Originally Posted By: Dignan
Have you watched the movie, Tim? What you say makes sense, but I don't think I'd say that GM wasn't the bad guy. Besides, apparently the cars were extremely light on maintenance and easy to repair. I find it hard to believe that GM of all companies didn't have the money to support 800 electric vehicles.

I don't see why the price of the line makes any difference. I never said they had to keep making them, I just thought it was awful the way they scrapped all these perfectly functional vehicles. Seems to be the opposite of green.

I haven't watched the movie, from what I have heard about it was that it was a documentary with an agenda. If I heard it was more of an unbiased documentary that was talking about the history of the hybrid/electric vehicles I would have watched it.
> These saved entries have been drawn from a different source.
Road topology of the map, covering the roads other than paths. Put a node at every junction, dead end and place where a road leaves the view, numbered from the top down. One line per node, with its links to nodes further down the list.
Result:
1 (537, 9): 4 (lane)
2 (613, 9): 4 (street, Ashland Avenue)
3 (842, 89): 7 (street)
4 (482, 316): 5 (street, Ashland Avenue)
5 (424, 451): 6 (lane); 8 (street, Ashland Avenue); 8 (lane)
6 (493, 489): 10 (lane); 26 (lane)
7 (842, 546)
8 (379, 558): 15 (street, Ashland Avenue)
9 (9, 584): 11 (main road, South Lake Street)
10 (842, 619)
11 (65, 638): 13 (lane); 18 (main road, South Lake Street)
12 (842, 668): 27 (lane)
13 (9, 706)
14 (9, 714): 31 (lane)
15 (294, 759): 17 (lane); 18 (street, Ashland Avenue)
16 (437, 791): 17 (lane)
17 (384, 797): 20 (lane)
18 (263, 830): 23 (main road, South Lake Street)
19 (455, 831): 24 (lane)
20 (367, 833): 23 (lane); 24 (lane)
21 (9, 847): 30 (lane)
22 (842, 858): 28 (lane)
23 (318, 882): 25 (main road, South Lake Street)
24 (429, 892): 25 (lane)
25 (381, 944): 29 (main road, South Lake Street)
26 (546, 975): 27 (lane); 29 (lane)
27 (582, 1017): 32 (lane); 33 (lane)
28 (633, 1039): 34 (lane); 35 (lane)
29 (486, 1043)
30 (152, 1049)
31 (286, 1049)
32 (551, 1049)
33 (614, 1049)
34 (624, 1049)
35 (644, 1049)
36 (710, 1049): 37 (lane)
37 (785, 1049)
The reason I mentioned the line price is because it figures in to the total cost that GM already lost on the experiment. They produced about 800 cars at a price of about $1B (around $1.25M per car). They were already way in the red on that program and having to supply parts would have made an already huge crater even larger. Since they were leased vehicles, it was actually cheaper to get the cars back and destroy them than to support them and build that infrastructure.

Incidentally, the Aztecs weren't just leased, those vehicles were purchased so they couldn't legally take them back. I agree with you, they were hideously ugly and I have no clue how they ever left the design team that way.

I thought the original Volt design was awesome and was looking forward to seeing them live. Sadly, things almost always change between prototype to production. I miss some of the prototype features on the Camaro that didn't make it to production. There are reasons things change, even if we (the consumers) don't like them or agree with them. For what it is worth, I do have a 2010 Camaro.